Wie verlogen Empörung allein über eine vermeintlich exklusiv 'linke' (richtiger wäre: kleinbürgerliche) Cancel Culture ist, zeigt der Verweis auf Beispiele, die zeigen, dass das eben kein exklusiv 'linkes' Phänomen ist, sondern auch von Rechten fleißig und mit erheblichem Erfolg praktiziert wird. Oder wie war das mit der Löschung dieses dümmlichen 'Umweltsau'-Videos durch den WDR? Als die Band 'Feine Sahne Fischfilet' von der Leiterin des Bauhaus Dessau ausgeladen wurde? Dass immer wieder welche, wie jüngst Natascha Strobl, bestenfalls nur ihre Twitter-Accounts vorübergehend deaktivieren müssen, weil ein mitunter vom Springer-Autoren Rainer Meyer alias Don Alphonso initiierter Shitstorm ihnen kaum eine andere Wahl lässt?

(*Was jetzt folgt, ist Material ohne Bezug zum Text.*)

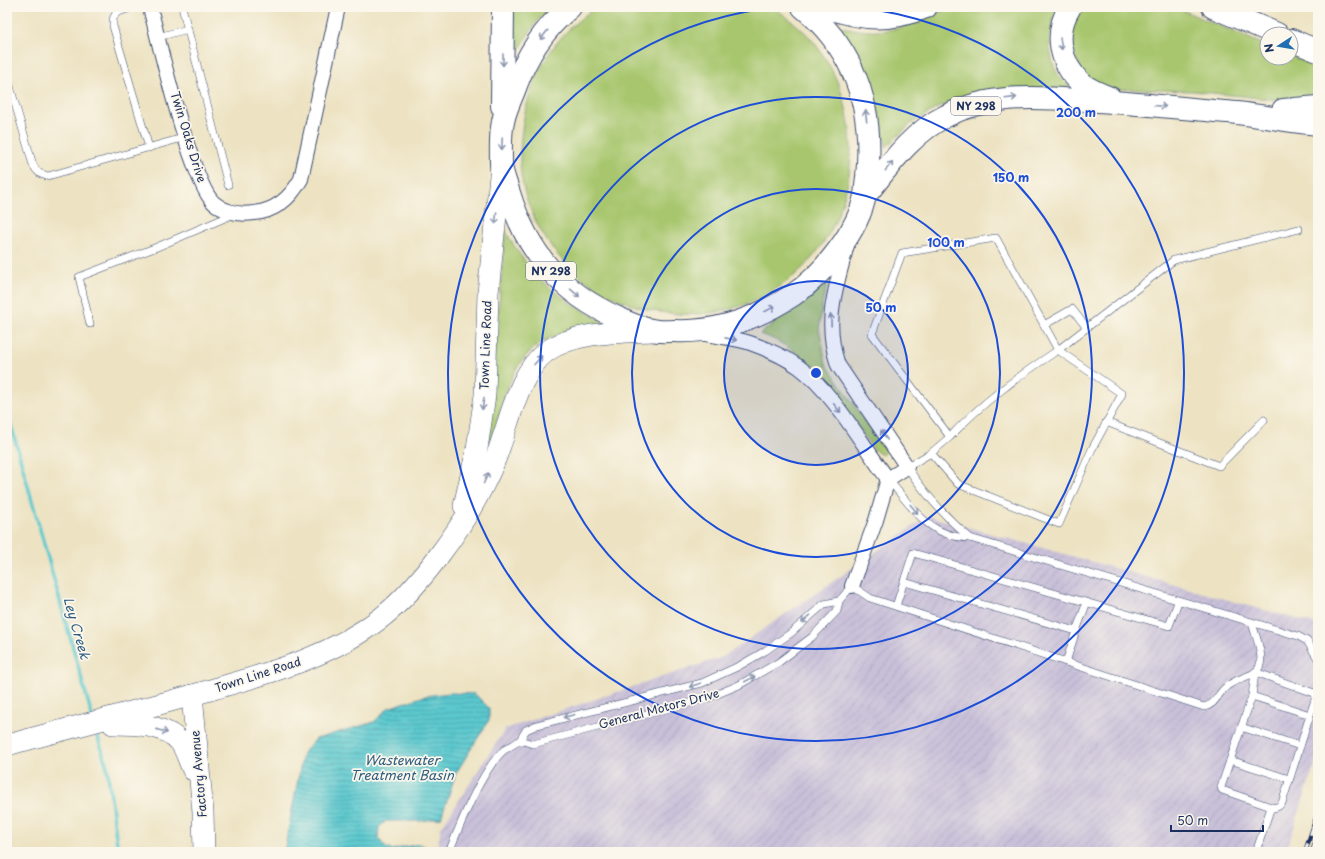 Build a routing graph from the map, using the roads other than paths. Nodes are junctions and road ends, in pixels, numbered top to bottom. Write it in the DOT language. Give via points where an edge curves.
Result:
graph roads {
  1 [pos="133,7"];
  2 [pos="150,7"];
  3 [pos="182,7"];
  4 [pos="338,7"];
  5 [pos="503,7"];
  6 [pos="570,7"];
  7 [pos="803,7"];
  8 [pos="826,7"];
  9 [pos="926,7"];
  10 [pos="1070,7"];
  11 [pos="1214,7"];
  12 [pos="1262,26"];
  13 [pos="188,29"];
  14 [pos="1299,36"];
  15 [pos="158,37"];
  16 [pos="1318,37"];
  17 [pos="1299,42"];
  18 [pos="1318,52"];
  19 [pos="7,76"];
  20 [pos="1122,103"];
  21 [pos="1318,107"];
  22 [pos="1238,114"];
  23 [pos="502,123"];
  24 [pos="1318,124"];
  25 [pos="186,137"];
  26 [pos="149,148"];
  27 [pos="501,165"];
  28 [pos="228,185"];
  29 [pos="865,196"];
  30 [pos="234,214"];
  31 [pos="1299,229"];
  32 [pos="851,233"];
  33 [pos="90,324"];
  34 [pos="1044,325"];
  35 [pos="1087,328"];
  36 [pos="652,330"];
  37 [pos="693,332"];
  38 [pos="1058,350"];
  39 [pos="1264,420"];
  40 [pos="1106,422"];
  41 [pos="950,436"];
  42 [pos="931,453"];
  43 [pos="907,467"];
  44 [pos="888,479"];
  45 [pos="460,524"];
  46 [pos="970,538"];
  47 [pos="904,582"];
  48 [pos="852,586"];
  49 [pos="839,602"];
  50 [pos="1087,602"];
  51 [pos="1178,602"];
  52 [pos="896,606"];
  53 [pos="1252,623"];
  54 [pos="1076,631"];
  55 [pos="1318,659"];
  56 [pos="1066,662"];
  57 [pos="1255,672"];
  58 [pos="1317,692"];
  59 [pos="192,695"];
  60 [pos="1252,696"];
  61 [pos="1310,715"];
  62 [pos="121,720"];
  63 [pos="1241,727"];
  64 [pos="520,740"];
  65 [pos="7,745"];
  66 [pos="1300,746"];
  67 [pos="1230,760"];
  68 [pos="1289,779"];
  69 [pos="200,784"];
  70 [pos="1271,807"];
  71 [pos="204,852"];
  72 [pos="449,852"];
  73 [pos="1256,852"];
  1 -- 26 [label="lane" via="116,13 113,26"];
  2 -- 15 [label="street, Twin Oaks Drive"];
  3 -- 13 [label="lane"];
  4 -- 30 [label="street" via="301,179 281,204 258,213"];
  5 -- 23 [label="main road, NY 298, one-way"];
  6 -- 23 [label="main road, one-way" via="557,18 534,46 520,74"];
  29 -- 7 [label="main road, one-way" via="869,157 867,114 861,92 847,58 835,40 820,20"];
  8 -- 9 [label="main road" via="863,18 894,17"];
  10 -- 20 [label="main road, one-way" via="1063,18 1060,30 1061,46 1069,69 1082,84"];
  11 -- 12 [label="main road"];
  13 -- 15 [label="lane"];
  13 -- 28 [label="lane"];
  14 -- 16 [label="main road"];
  15 -- 25 [label="street, Twin Oaks Drive"];
  17 -- 18 [label="main road"];
  19 -- 26 [label="lane" via="33,165 42,176"];
  20 -- 22 [label="main road, NY 298, one-way"];
  29 -- 20 [label="main road, NY 298, one-way" via="910,141 946,116 968,108 998,100 1025,97"];
  21 -- 22 [label="main road"];
  22 -- 24 [label="main road, NY 298"];
  23 -- 27 [label="main road, NY 298, one-way"];
  25 -- 26 [label="lane"];
  25 -- 30 [label="street, Twin Oaks Drive" via="207,195 214,203"];
  27 -- 36 [label="main road, NY 298, one-way" via="522,229 545,265 580,298 604,312"];
  27 -- 45 [label="street, Town Line Road, one-way" via="488,293 485,395 477,449"];
  29 -- 32 [label="main road, NY 298"];
  30 -- 33 [label="lane" via="79,278"];
  31 -- 35 [label="lane" via="1174,260"];
  37 -- 32 [label="main road, NY 298, one-way" via="734,325 779,304 807,286"];
  43 -- 32 [label="street, one-way" via="838,365 832,348 830,315"];
  34 -- 35 [label="lane" via="1072,309"];
  34 -- 38 [label="lane"];
  34 -- 41 [label="lane" via="996,238 902,253 872,334"];
  35 -- 38 [label="lane"];
  36 -- 37 [label="main road, NY 298"];
  45 -- 36 [label="street, Town Line Road, one-way" via="483,486 499,450 520,388 540,357 549,349 570,340 594,335"];
  37 -- 44 [label="street, one-way" via="749,343 774,352 799,367 816,382"];
  38 -- 40 [label="lane" via="1122,394"];
  38 -- 41 [label="lane" via="999,390 970,414"];
  39 -- 40 [label="lane" via="1219,466"];
  40 -- 42 [label="lane" via="1059,524 958,484"];
  41 -- 42 [label="lane"];
  42 -- 43 [label="lane"];
  43 -- 44 [label="street"];
  43 -- 46 [label="lane" via="934,503"];
  44 -- 46 [label="lane, one-way" via="931,526 955,537"];
  44 -- 48 [label="street, General Motors Drive"];
  45 -- 59 [label="street, Town Line Road" via="439,555 408,592 381,618 335,647 286,668"];
  46 -- 51 [label="lane"];
  47 -- 50 [label="lane" via="913,553"];
  47 -- 52 [label="lane"];
  47 -- 54 [label="lane"];
  48 -- 49 [label="lane, General Motors Drive"];
  48 -- 52 [label="lane" via="870,598"];
  49 -- 64 [label="lane, General Motors Drive, one-way" via="824,604 778,642 718,677 690,687 537,725 526,730"];
  64 -- 49 [label="lane, General Motors Drive, one-way" via="533,744 720,693 755,676 800,648 833,616"];
  50 -- 51 [label="lane" via="1169,626"];
  50 -- 54 [label="lane"];
  51 -- 53 [label="lane"];
  52 -- 56 [label="lane"];
  53 -- 55 [label="lane" via="1308,641"];
  53 -- 57 [label="lane" via="1261,655"];
  54 -- 56 [label="lane"];
  56 -- 57 [label="lane" via="1204,707 1214,703 1222,690 1229,685"];
  57 -- 58 [label="lane"];
  57 -- 60 [label="lane"];
  58 -- 61 [label="lane"];
  59 -- 62 [label="street, Town Line Road"];
  59 -- 69 [label="street, Factory Avenue"];
  60 -- 61 [label="lane"];
  60 -- 63 [label="lane"];
  61 -- 66 [label="lane"];
  62 -- 65 [label="street" via="84,725"];
  62 -- 69 [label="street, one-way" via="168,733 180,743"];
  63 -- 66 [label="lane"];
  63 -- 67 [label="lane"];
  64 -- 72 [label="lane, General Motors Drive" via="503,751 488,770 462,819"];
  66 -- 68 [label="lane"];
  67 -- 68 [label="lane"];
  67 -- 70 [label="lane" via="1222,790"];
  68 -- 70 [label="lane" via="1281,805"];
  69 -- 71 [label="street, Factory Avenue"];
  70 -- 73 [label="lane"];
}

Was ist das anderes als Cancel Culture?

(Ok, die Causa 'Feine Sahne Fischfilet' wird von Lehming erwähnt. Das zu erwähnen, gebietet die Fairness Ansonsten aber ist seine Tendenz augenfällig.)

Natürlich wird diese Welt auch durch Fingerzeigen und Whataboutism keine bessere oder lebenswertere. Wer aber vermeintlich 'linke' (richtiger wäre: kleinbürgerliche) Cancel Culture nicht ganz zu unrecht als Angriff auf Meinungs- und Redefreiheit skandalisiert, dann aber von entsprechenden Praktiken woanders schweigt bzw. diese nicht als andere Seite derselben Medaille begreift, betreibt ein hochgradig gefährliches Spiel. Das nämlich, das Spielchen der Rechten mitzuspielen, in dem jedes Geblocktwerden zum "moralischen Sieg" (Strobl) gerät. Vielleicht, nein: sicher steckt da mehr dahinter.

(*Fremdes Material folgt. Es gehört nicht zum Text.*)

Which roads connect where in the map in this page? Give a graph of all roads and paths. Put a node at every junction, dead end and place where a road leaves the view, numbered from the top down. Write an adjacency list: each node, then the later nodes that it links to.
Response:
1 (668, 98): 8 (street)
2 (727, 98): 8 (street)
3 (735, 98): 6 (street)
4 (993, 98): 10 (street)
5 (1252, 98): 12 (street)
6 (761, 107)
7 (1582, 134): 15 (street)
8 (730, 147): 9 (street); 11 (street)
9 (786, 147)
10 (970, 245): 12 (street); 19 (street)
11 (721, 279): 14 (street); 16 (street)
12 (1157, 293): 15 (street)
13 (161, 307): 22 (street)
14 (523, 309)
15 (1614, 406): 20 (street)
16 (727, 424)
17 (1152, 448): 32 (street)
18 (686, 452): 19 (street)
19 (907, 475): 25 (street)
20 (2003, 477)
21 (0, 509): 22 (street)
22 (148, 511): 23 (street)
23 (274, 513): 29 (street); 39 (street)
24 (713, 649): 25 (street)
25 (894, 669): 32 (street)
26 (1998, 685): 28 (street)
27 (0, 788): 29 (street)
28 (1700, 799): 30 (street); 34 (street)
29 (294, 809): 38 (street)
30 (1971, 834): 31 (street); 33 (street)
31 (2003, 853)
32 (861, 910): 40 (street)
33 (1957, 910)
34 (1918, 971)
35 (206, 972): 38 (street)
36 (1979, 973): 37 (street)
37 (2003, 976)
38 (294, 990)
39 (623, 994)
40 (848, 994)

Strukturwandel zum letzten: Früher war die bürgerliche Welt möglicherweise wirklich einfacher bzw. übersichtlicher. Für einen in den Neunzigern sozialisierten Journalisten etwa war Kommunismus der besiegte Feind, Linke waren zwar meist durchaus intelligent, wurden aber vom Staat entweder kleingehalten oder mit Geld domestiziert, und Rechte waren vor allem mal tumb. Kahlgeschorene Saufköppe, die nicht viel mehr konnten als Ärmchen heben, bangemachen und "Doitschland den Doitschen, Ausländer raus!" grölen. Nicht satisfaktionsfähig. Man sonnte sich darin, weitgehend exklusiv Meinung veröffentlichen und mit Computern umgehen zu können, kulturelle Codes zu beherrschen, ironiefähig zu sein, das feine sprachliche Florett draufzuhaben.

Dass inzwischen auch Rechte längst nicht nur ironie-, sondern auch kampagnenfähig sind, kulturelle Codes ebenfalls beherrschen und nicht mehr nur die grobe Kelle draufhaben, nicht nur mit Computern umgehen können, nein, einem beim Nutzen von sozialen Medien meilenweit voraus sind, das scheinen einige immer noch nicht wirklich wahrhaben zu wollen.





5 Kommentare :



  1. Ist das nicht das erwünschte Resulat, dass 'gut Gemeintes' sich zu 'gut Gemachtes' wandelt?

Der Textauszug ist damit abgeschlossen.